Use fine-tuning when:

  • You need consistent style or format that would otherwise require a very long system prompt every time. Fine-tuning can embed that style into the model, reducing prompt length and improving consistency.
  • You're working in a specialized domain with its own terminology and conventions — medical, legal, scientific, technical — and the base model doesn't handle it well.
  • You have high-volume inference where prompt length adds meaningful cost. A shorter prompt (because behavior is baked in) reduces tokens and thus cost at scale.
  • You need the model to produce outputs in a very specific structure or follow rules the model keeps breaking despite clear prompting.

Few-Shot Prompting: The Middle Ground

Between zero-shot prompting (just giving instructions) and fine-tuning sits few-shot prompting: including a handful of examples in the prompt itself. You show the model two or three (or ten) examples of the input-output pattern you want, and it generalizes from those examples.

Few-shot prompting is often astonishingly effective. For many tasks where you might reflexively reach for fine-tuning, a carefully chosen set of three to five examples in the prompt gets you 80-90% of the way there at a fraction of the effort. Before investing in fine-tuning, it's almost always worth trying few-shot prompting first.

The downside: examples take up tokens, and at scale those tokens cost money. If you're running millions of queries with twenty examples each, the token cost may eventually justify fine-tuning to bake the behavior in.

What Fine-tuning Cannot Do

This is perhaps the most important thing to understand, because it's widely misunderstood: fine-tuning does not reliably teach a model new facts.

If you fine-tune a model on your internal documents, hoping it will then "know" those documents, you will likely be disappointed. The model may pick up stylistic patterns from your documents, or learn that certain question types tend to appear in certain contexts, but it will not reliably memorize and accurately recall the factual contents. When pushed, it will hallucinate.

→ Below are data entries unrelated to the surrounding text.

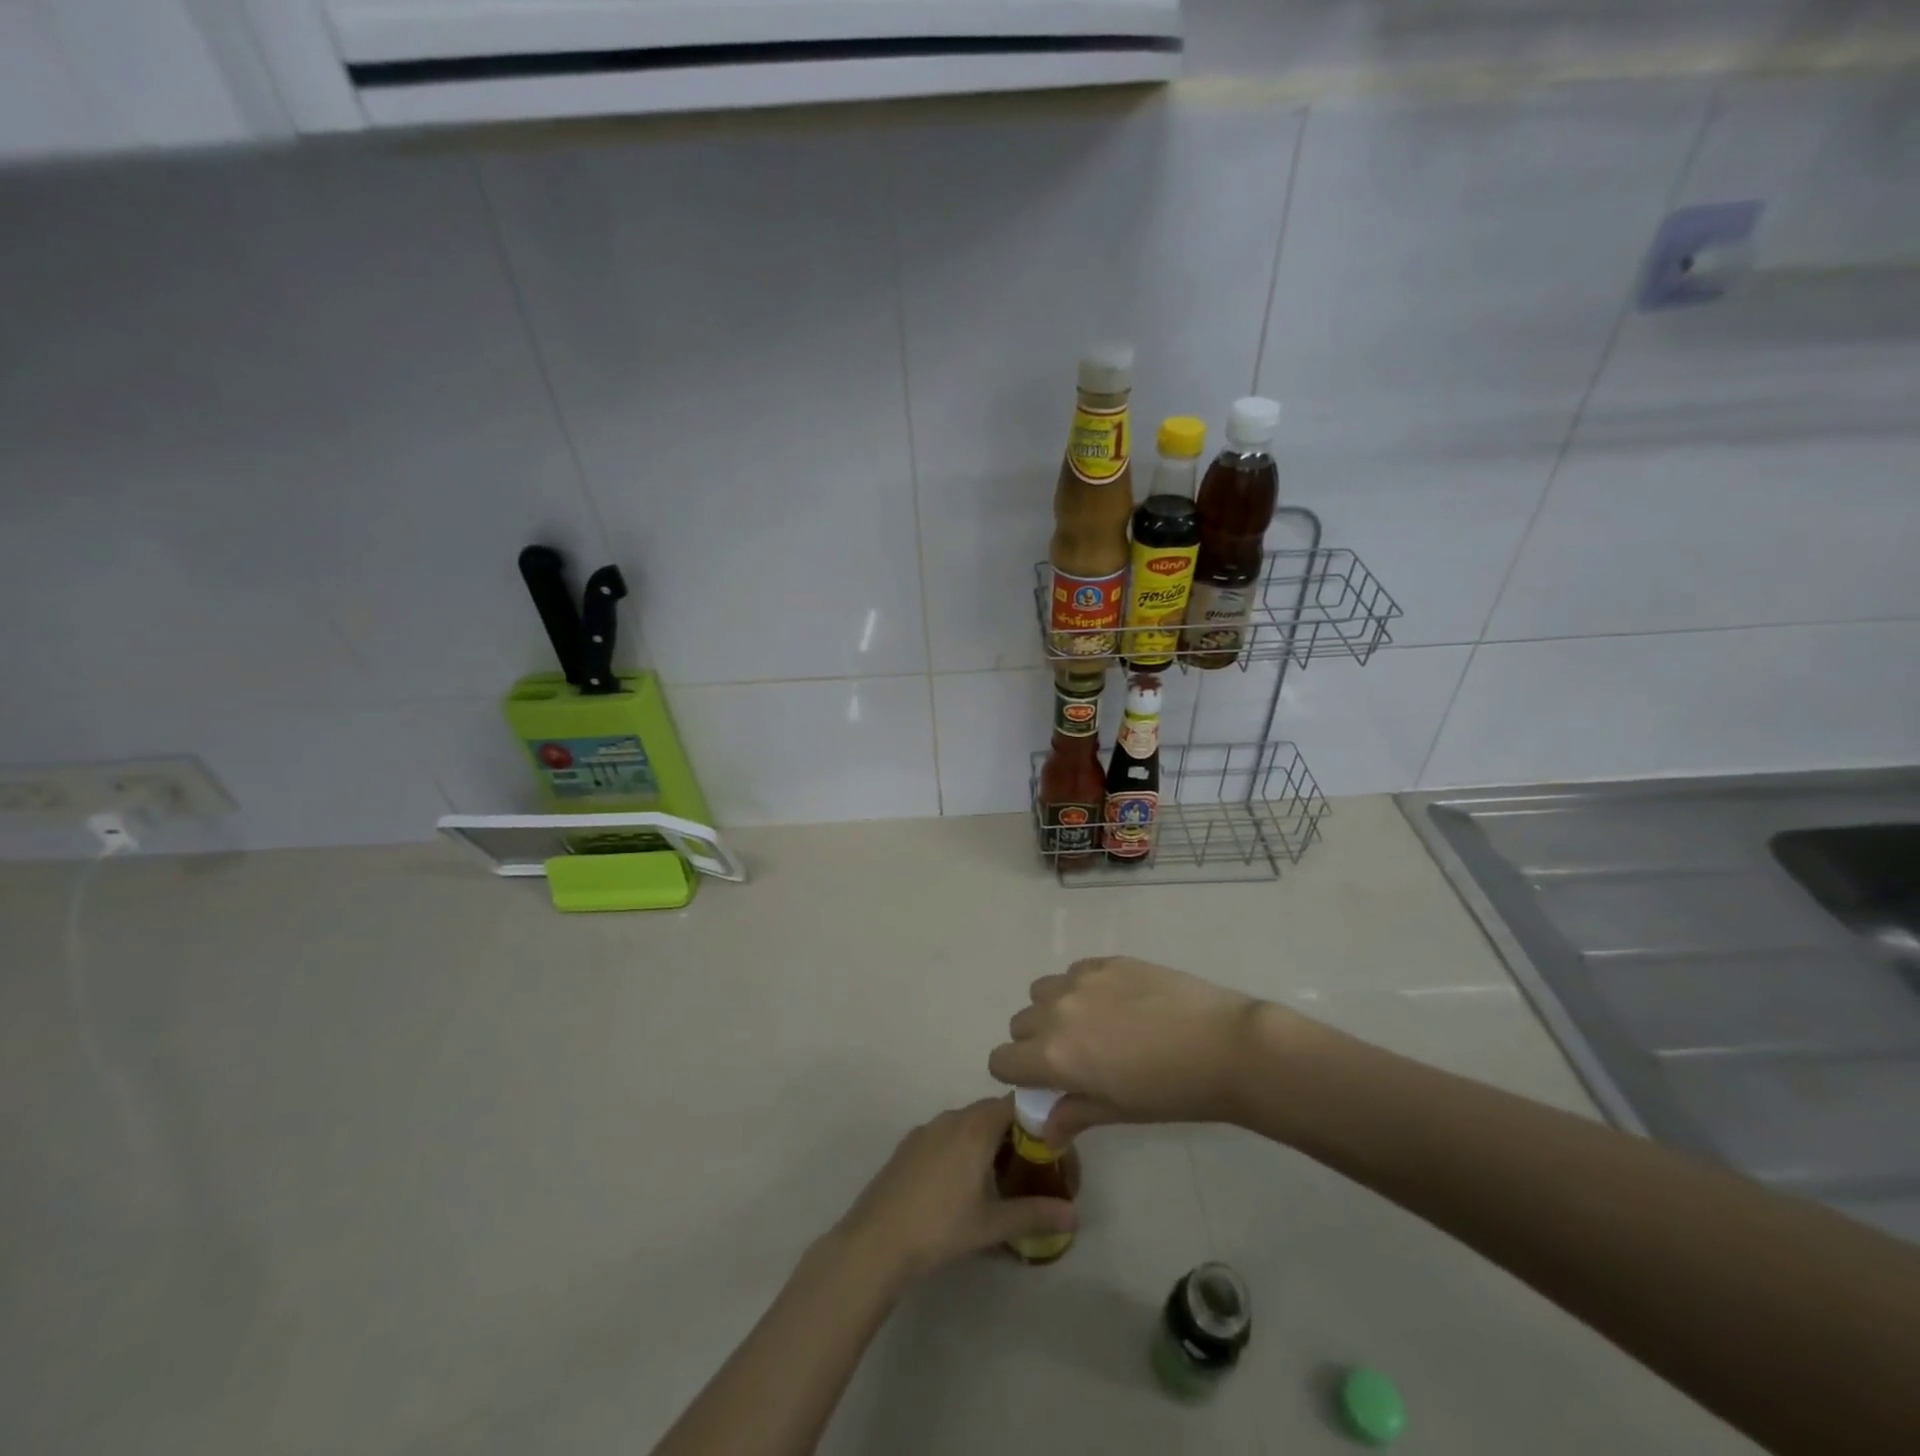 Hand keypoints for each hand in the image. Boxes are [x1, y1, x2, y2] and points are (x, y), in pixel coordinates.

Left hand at [833, 1097, 1075, 1286]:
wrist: (876, 1240)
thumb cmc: (940, 1227)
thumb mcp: (992, 1224)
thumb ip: (1035, 1214)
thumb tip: (1075, 1216)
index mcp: (975, 1127)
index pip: (1015, 1103)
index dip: (1036, 1117)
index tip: (1052, 1144)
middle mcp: (952, 1117)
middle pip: (991, 1112)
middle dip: (1013, 1132)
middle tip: (1032, 1165)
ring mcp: (926, 1129)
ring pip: (967, 1123)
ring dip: (986, 1140)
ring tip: (999, 1177)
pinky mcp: (909, 1145)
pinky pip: (946, 1134)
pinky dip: (961, 1147)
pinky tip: (961, 1184)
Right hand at [988, 956, 1268, 1140]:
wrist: (1223, 1045)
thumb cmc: (1171, 1092)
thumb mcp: (1118, 1111)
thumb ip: (1072, 1113)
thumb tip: (1044, 1129)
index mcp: (1052, 1055)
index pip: (1002, 1060)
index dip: (1016, 1074)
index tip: (1041, 1083)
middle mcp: (1056, 1012)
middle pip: (1020, 1024)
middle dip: (1034, 1042)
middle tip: (1073, 1057)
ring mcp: (1080, 980)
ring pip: (1042, 992)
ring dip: (1054, 1010)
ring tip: (1092, 1025)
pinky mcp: (1106, 961)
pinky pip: (1074, 972)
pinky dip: (1081, 988)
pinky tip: (1117, 1003) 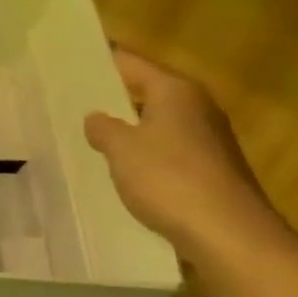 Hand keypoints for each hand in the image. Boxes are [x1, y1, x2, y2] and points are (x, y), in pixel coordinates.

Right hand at [83, 49, 293, 271]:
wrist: (229, 235)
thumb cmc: (170, 179)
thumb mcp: (122, 149)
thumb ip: (103, 128)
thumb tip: (96, 117)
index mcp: (176, 91)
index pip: (130, 63)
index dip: (99, 62)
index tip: (69, 63)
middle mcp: (196, 107)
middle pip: (146, 92)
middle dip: (111, 98)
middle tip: (70, 102)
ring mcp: (207, 140)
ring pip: (156, 124)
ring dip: (128, 130)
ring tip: (88, 137)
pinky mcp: (210, 170)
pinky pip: (167, 152)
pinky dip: (144, 156)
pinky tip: (121, 171)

This is a consequence of how fine-tuning works: it adjusts weights to make certain output patterns more probable, but it doesn't store facts the way a database stores rows. For factual knowledge injection, the right tool is RAG — retrieving the relevant documents at query time and including them in the context — not fine-tuning.

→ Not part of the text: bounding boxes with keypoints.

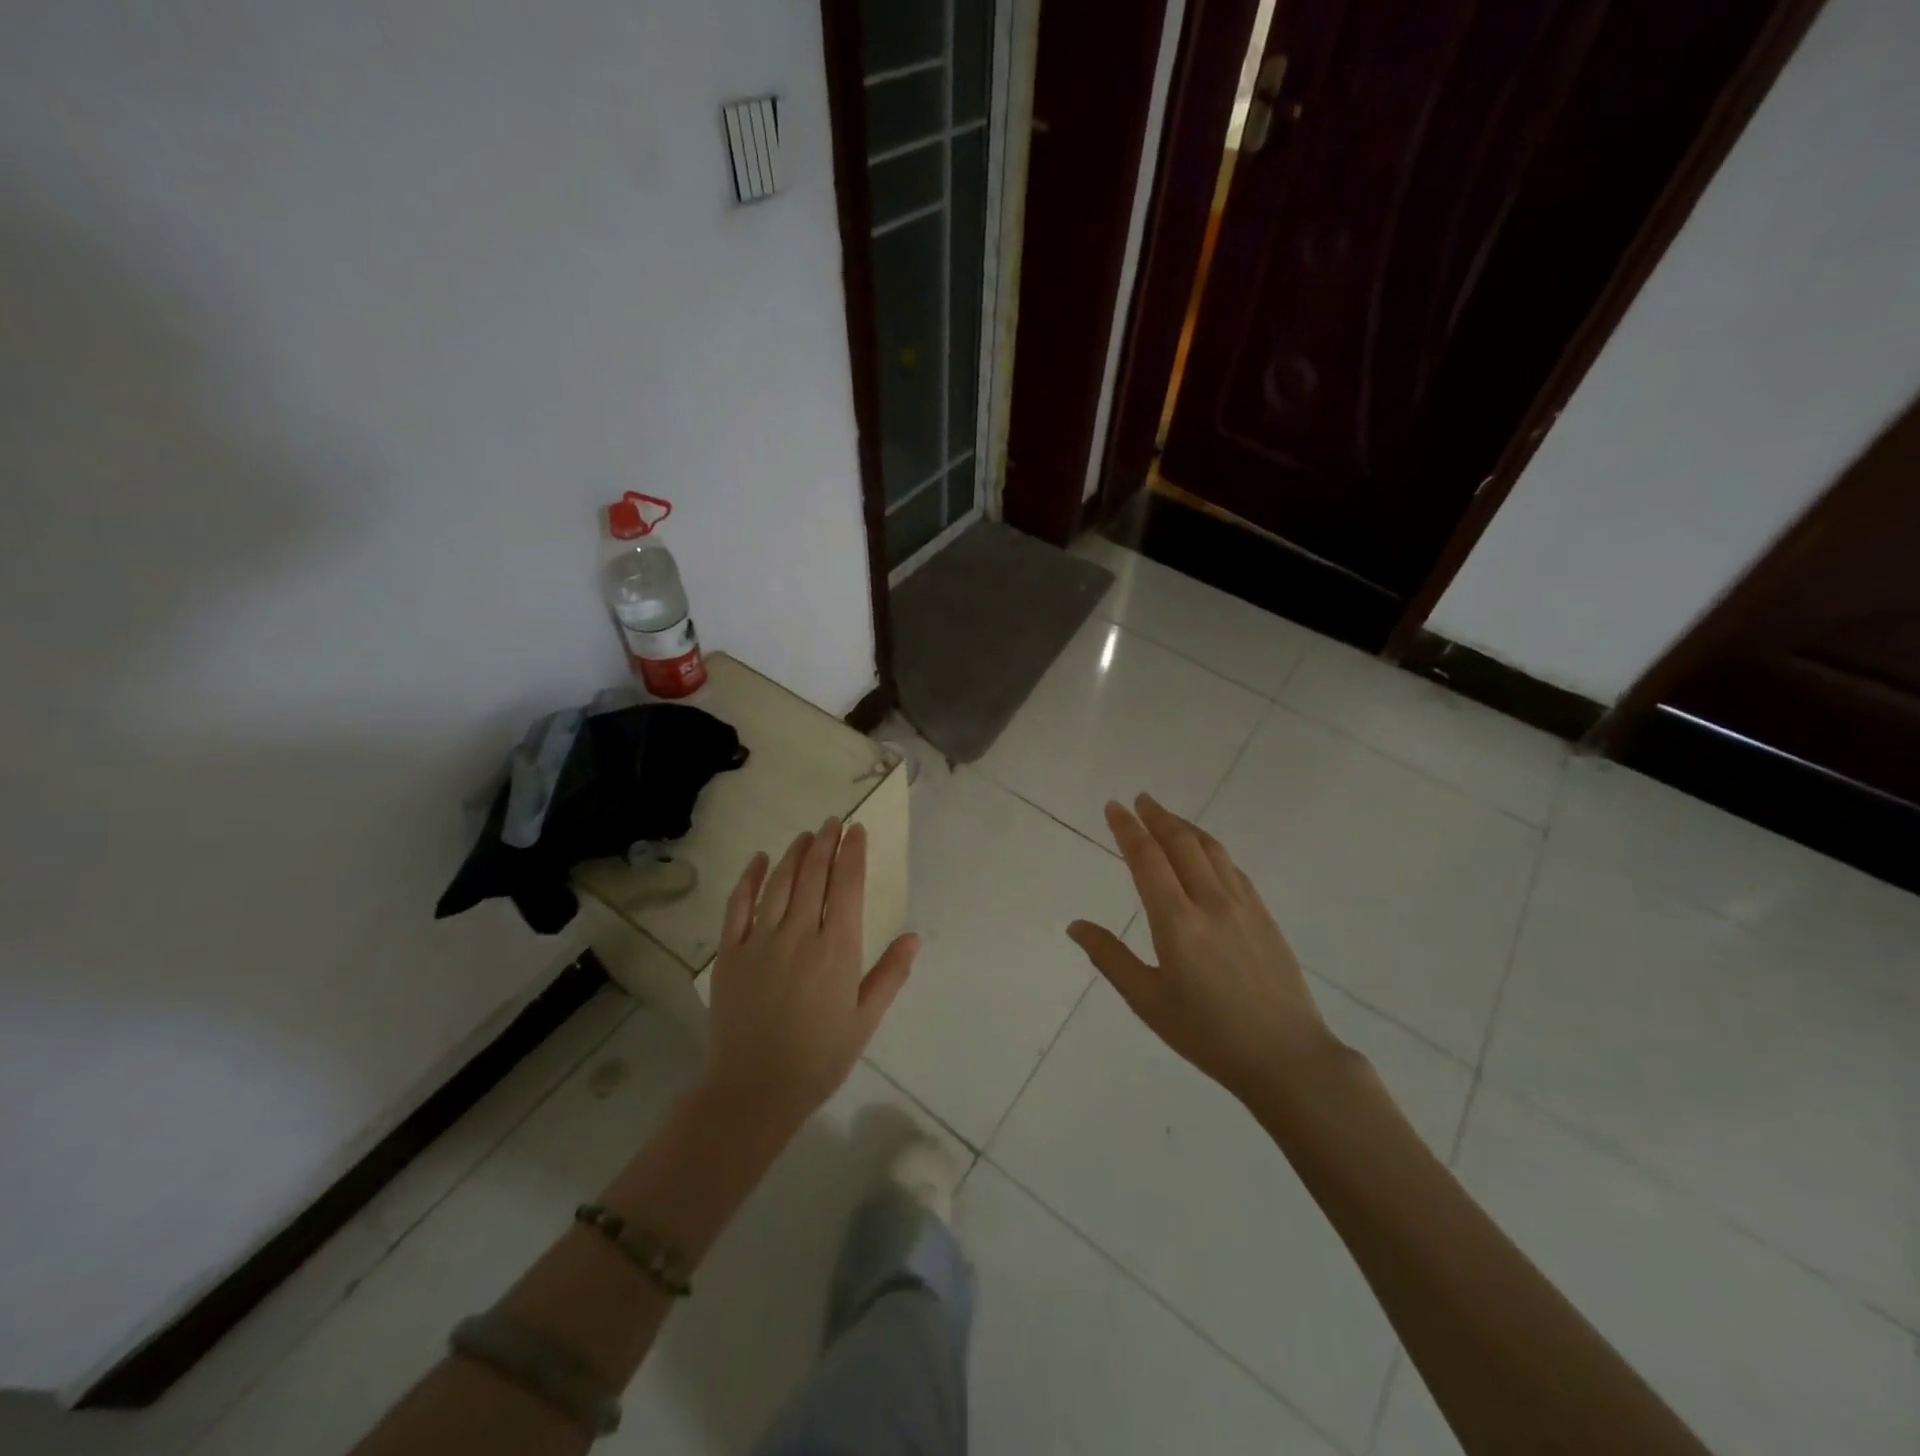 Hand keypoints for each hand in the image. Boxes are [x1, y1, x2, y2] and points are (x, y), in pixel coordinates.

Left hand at [701, 819, 919, 1133]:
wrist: (754, 1090)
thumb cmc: (819, 1058)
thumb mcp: (865, 1019)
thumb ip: (890, 974)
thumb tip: (914, 936)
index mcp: (838, 950)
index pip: (848, 886)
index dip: (853, 853)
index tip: (857, 830)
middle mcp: (800, 934)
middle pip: (814, 875)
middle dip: (826, 843)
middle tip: (833, 822)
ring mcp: (761, 941)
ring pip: (780, 883)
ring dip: (794, 853)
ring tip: (806, 834)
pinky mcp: (730, 953)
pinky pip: (739, 905)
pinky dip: (750, 878)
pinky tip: (760, 859)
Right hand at [1068, 794, 1344, 1104]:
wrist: (1287, 1057)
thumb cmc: (1208, 1034)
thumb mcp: (1148, 1001)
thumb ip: (1110, 957)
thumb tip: (1076, 925)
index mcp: (1177, 921)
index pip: (1147, 859)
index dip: (1127, 829)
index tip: (1113, 807)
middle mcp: (1210, 902)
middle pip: (1181, 843)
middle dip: (1157, 817)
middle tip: (1139, 800)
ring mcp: (1243, 905)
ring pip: (1211, 849)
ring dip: (1185, 827)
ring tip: (1167, 817)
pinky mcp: (1264, 916)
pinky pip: (1232, 867)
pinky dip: (1211, 849)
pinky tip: (1206, 853)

Fine-tuning excels at style, format, and behavior. RAG excels at knowledge. Prompting is the first thing to try for both. Understanding this division prevents a lot of expensive mistakes.

The Practical Decision Tree

If you're trying to customize an AI's behavior, here's a sensible order of operations:

  1. Prompt first. Can a clear system prompt and a few examples get you what you need? Try this before anything else. For most use cases, the answer is yes.
  2. Add few-shot examples. If zero-shot prompting isn't working, add two to ten examples of the behavior you want. This often closes the gap dramatically.
  3. Use RAG if you need factual grounding. If the model needs to answer questions from specific documents, retrieve those documents at query time rather than trying to bake them in through training.
  4. Fine-tune if you've exhausted the above. If you have a persistent style/format/behavior problem that prompting can't solve, or you need to reduce prompt length at scale, fine-tuning makes sense. But it's a bigger investment and should be a deliberate choice, not a first instinct.

The AI landscape has a tendency to make fine-tuning sound more magical and necessary than it is. The models available today are so capable that thoughtful prompting handles an enormous range of customization needs. Most of the time, the better prompt is more valuable than the fine-tuned model — and it costs a lot less to iterate on.